204 目を閉じなければ入れないもう一つの世界
及川祐希から聞きたいことは聞けたので、藤城皐月は自分の部屋に戻ろうと思った。
祐希と話しているのは楽しいが、今は明日美のことを考えたい。祐希に対してドキドキした頃もあったはずなのに、今の皐月は祐希に対して学校の同級生のように平常心で接することができる。
「ねえ、皐月って格好よくなったね」
「祐希も? 最近よく言われるんだ」
「自分で言う?」
祐希がゲラゲラと笑い出した。あまりにも笑い方がひどかったので、皐月はバカにされたのかと思ってムッとした。ひとしきり笑った後、涙目で軽く謝られた。

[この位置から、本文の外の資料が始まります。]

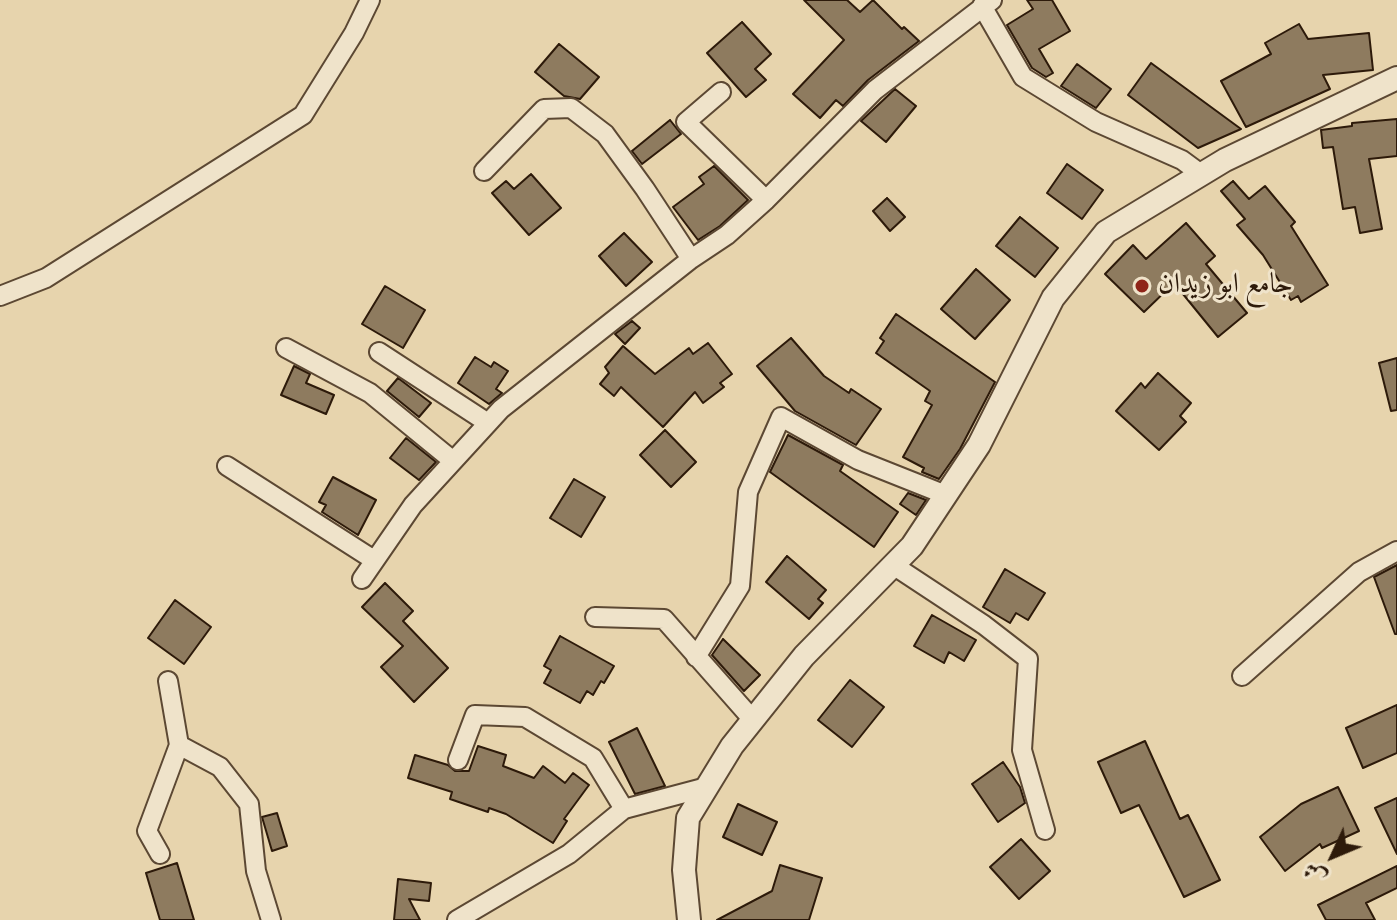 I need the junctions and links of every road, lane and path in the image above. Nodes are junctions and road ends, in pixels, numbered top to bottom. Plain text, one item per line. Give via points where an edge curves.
1 (370, 0) edge
2 (987, 3) edge
3 (1397, 78) edge
4 (721, 92) dead end
5 (484, 171) dead end
6 (1201, 174) junction
7 (766, 200) junction
8 (691, 259) junction
9 (0, 296) edge
10 (286, 348) dead end
11 (379, 352) dead end
12 (488, 423) junction
13 (452, 460) junction
14 (227, 466) dead end
15 (946, 495) junction
16 (1397, 551) edge
17 (374, 560) junction
18 (893, 565) junction
19 (362, 579) dead end
20 (595, 617) dead end
21 (696, 657) junction
22 (1242, 676) dead end
23 (168, 681) dead end
24 (753, 720) junction
25 (179, 745) junction
26 (458, 760) dead end
27 (707, 787) junction
28 (624, 809) junction
29 (1045, 830) dead end
30 (160, 854) dead end
31 (271, 920) edge
32 (457, 920) edge
33 (690, 920) edge

1 - 9 street via 303,115 46,278
2 - 6 street via 1023,77 1096,122 1182,160
2 - 7 street via 875,90
3 - 6 street
4 - 7 street via 686,122
5 - 8 street via 544,109 571,108 605,134
6 - 15 street via 1106,232 1053,298 979,445
7 - 8 street
8 - 12 street
10 - 13 street via 370,393
11 - 12 street
12 - 13 street
13 - 17 street
14 - 17 street
15 - 18 street
15 - 21 street via 858,460 781,417 748,492 740,586
16 - 22 street via 1359,572
17 - 19 street
18 - 24 street via 804,656
18 - 29 street via 1028,659 1022,750
20 - 21 street via 664,619
21 - 24 street
23 - 25 street
24 - 27 street
25 - 30 street via 147,831
25 - 31 street via 220,767 249,804 256,871
26 - 28 street via 475,715 525,717 593,758
27 - 28 street
27 - 33 street via 688,818 684,870
28 - 32 street via 569,854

「皐月が格好よくなったのは日焼けが取れてきたからかな。肌の色が白くなってきたね」
「なんだ、そんな理由か……」
「いいじゃない! 肌が白くなったんだから。私なんかなかなか白くならなくて……もう皐月に負けてるよ。悔しい〜」
「はははっ。俺、元々色白だからね」
皐月は日焼けをしても一カ月くらいで元の白い肌に戻ってしまう。冬になるとさらに白くなる。

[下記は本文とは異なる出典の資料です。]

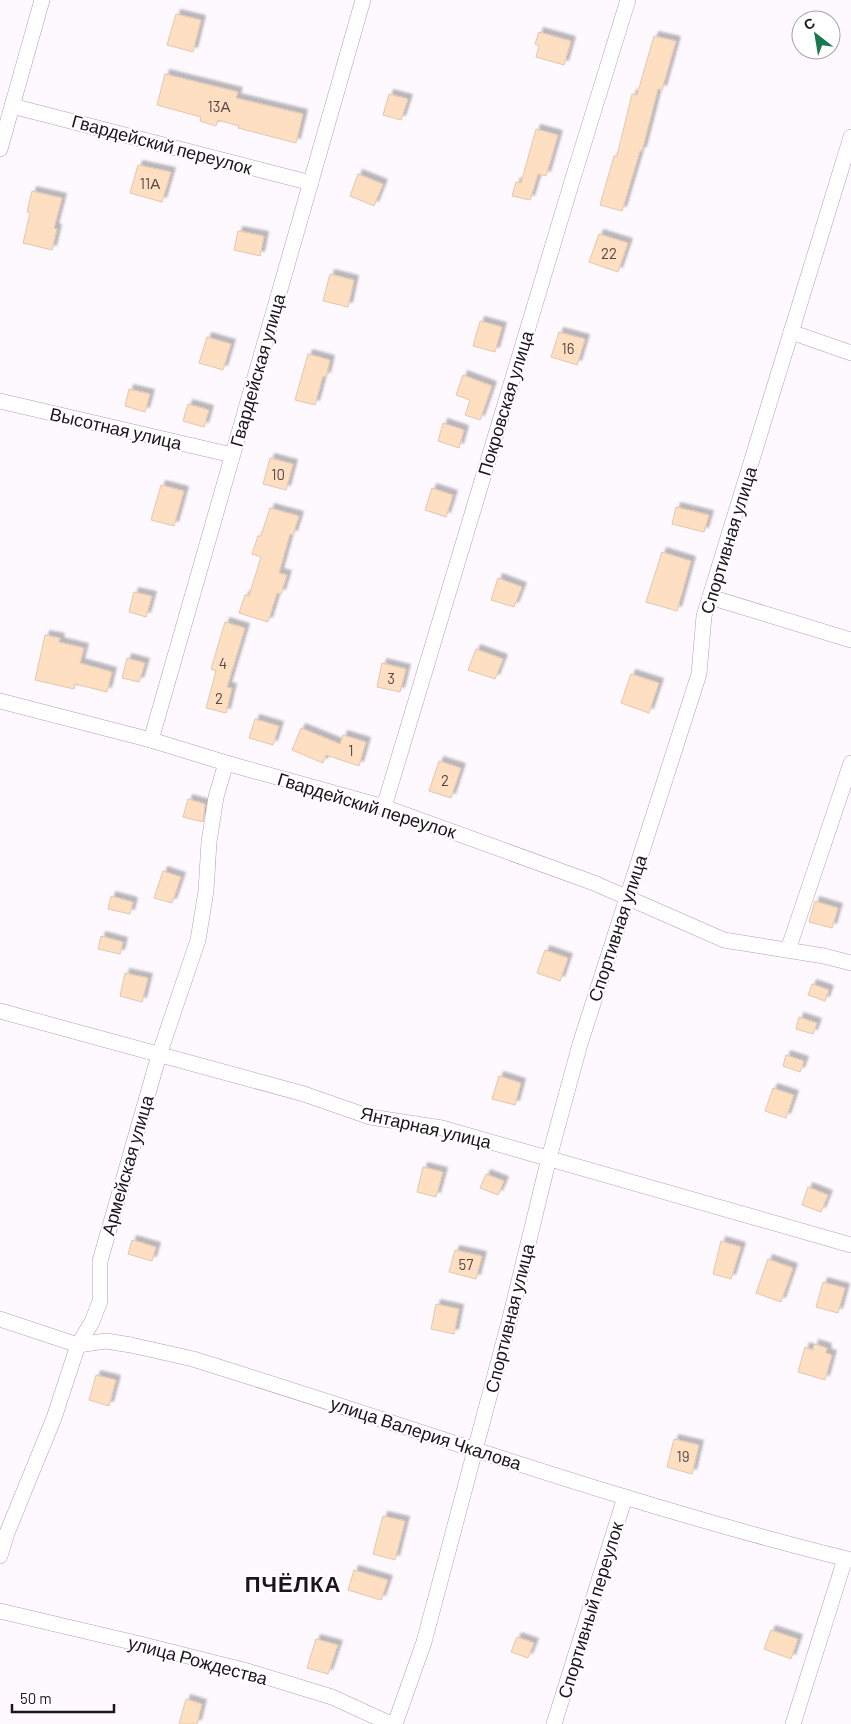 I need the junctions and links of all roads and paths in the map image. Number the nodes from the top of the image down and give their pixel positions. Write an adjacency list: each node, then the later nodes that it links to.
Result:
1 (42, 0): 4 (street)
2 (364, 0): 7 (street, Гвардейская улица)
3 (628, 0): 18 (street, Покровская улица)
4 (12, 106): 6 (street); 7 (street, Гвардейский переулок)
5 (851, 137): 8 (street, Спортивная улица)
6 (0, 149)
7 (311, 183): 11 (street, Гвардейская улица)
8 (791, 332): 9 (street); 12 (street, Спортивная улица)
9 (851, 353)
10 (0, 401): 11 (street, Высотная улица)
11 (232, 455): 15 (street, Гвардейская улица)
12 (710, 597): 13 (street); 19 (street, Спортивная улица)
13 (851, 640)
14 (0, 701): 15 (street, Гвардейский переулок)
15 (151, 740): 17 (street, Гвардейский переулок)
16 (851, 762): 20 (street)
17 (226, 763): 18 (street, Гвардейский переулок); 23 (street, Армейская улица)
18 (384, 807): 19 (street, Гвардейский переулок)
19 (627, 898): 20 (street, Гвардейский переулок); 24 (street, Спортивная улица)
20 (788, 950): 21 (street, Гвардейский переулок)
21 (851, 963)
22 (0, 1011): 23 (street, Янтарная улица)
23 (159, 1055): 24 (street, Янтарная улица); 27 (street, Армейская улица)
24 (549, 1158): 25 (street, Янтарная улица); 28 (street, Спортивная улица)
25 (851, 1244)
26 (0, 1319): 27 (street, улица Валерия Чкалова)
27 (78, 1345): 28 (street, улица Валерия Чкалова); 30 (street, Армейская улица)
28 (476, 1449): 29 (street, улица Валерия Чкалова); 34 (street, Спортивная улица)
29 (625, 1497): 31 (street, улица Валерия Чкалова); 35 (street, Спортивный переулок)
30 (0, 1556)
31 (848, 1559): 36 (street)
32 (0, 1611): 33 (street, улица Рождества)
33 (391, 1724)
34 (395, 1724)
35 (554, 1724)
36 (793, 1724)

「あっ、そうか。だから明日美は俺に『色白だから日焼けしたら勿体ない』って言ったのか……」
「そうだよ。色の白いは七難隠すって言うからね。この諺は色白の女性について言ったものだけど、男の子もイケメンになると思うよ」
「ふ〜ん。俺はてっきり日焼けした肌の方が格好いいと思ってた。じゃあさ、冬でも半袖半ズボンの男子って女子から見たらどうなの?」
「えっ……さすがにそれはないでしょ。見てるだけで寒そうじゃない。それにバカっぽい」
「ガーン! バカっぽかったのか……。俺、冬でも半袖半ズボンって格好いいと思って、千智に自慢しちゃったよ。」
「あ〜あ、やっちゃった。千智ちゃん、引いてたでしょ」
「『それって変ですよ』って言われた。一緒にいたら恥ずかしいとか、冬になったら私に寄ってくるなとか、もう散々な言われようだった」
「皐月って美的感覚がズレてるよね」
皐月は自分の部屋に戻り、ベッドに潜り込んだ。いつもなら寝る前に音楽を聴いているが、今日は何も聴く気にならなかった。
今こそ明日美と初めてキスをしたことの余韻に浸れるかと思ったが、今日は色々なことがあり過ぎた。今じゃなくてもいい雑多なことが次々と思い出され、追憶に耽る邪魔をする。ただ明日美のことを思い出したいだけなのに、そんな簡単なことがなかなかうまくいかない。
千智からメッセージが来た。
中身は他愛もない話だった。いつもなら嬉しいのに、今日は明日美のことを想いたいから今一つ気持ちが乗らない。そのことを悟られたくないので、皐月は丁寧に返信をした。
こんな日に限って珍しく真理からもメッセージが届いた。
勉強の調子が悪いみたいだ。今日は凛姐さんも家にいて、そのせいで勉強のペースが乱されるらしい。また家に遊びに来てほしいと書かれていた。少し前の皐月なら、こっそり家を抜け出して、すぐにでも真理に会いに行っていた。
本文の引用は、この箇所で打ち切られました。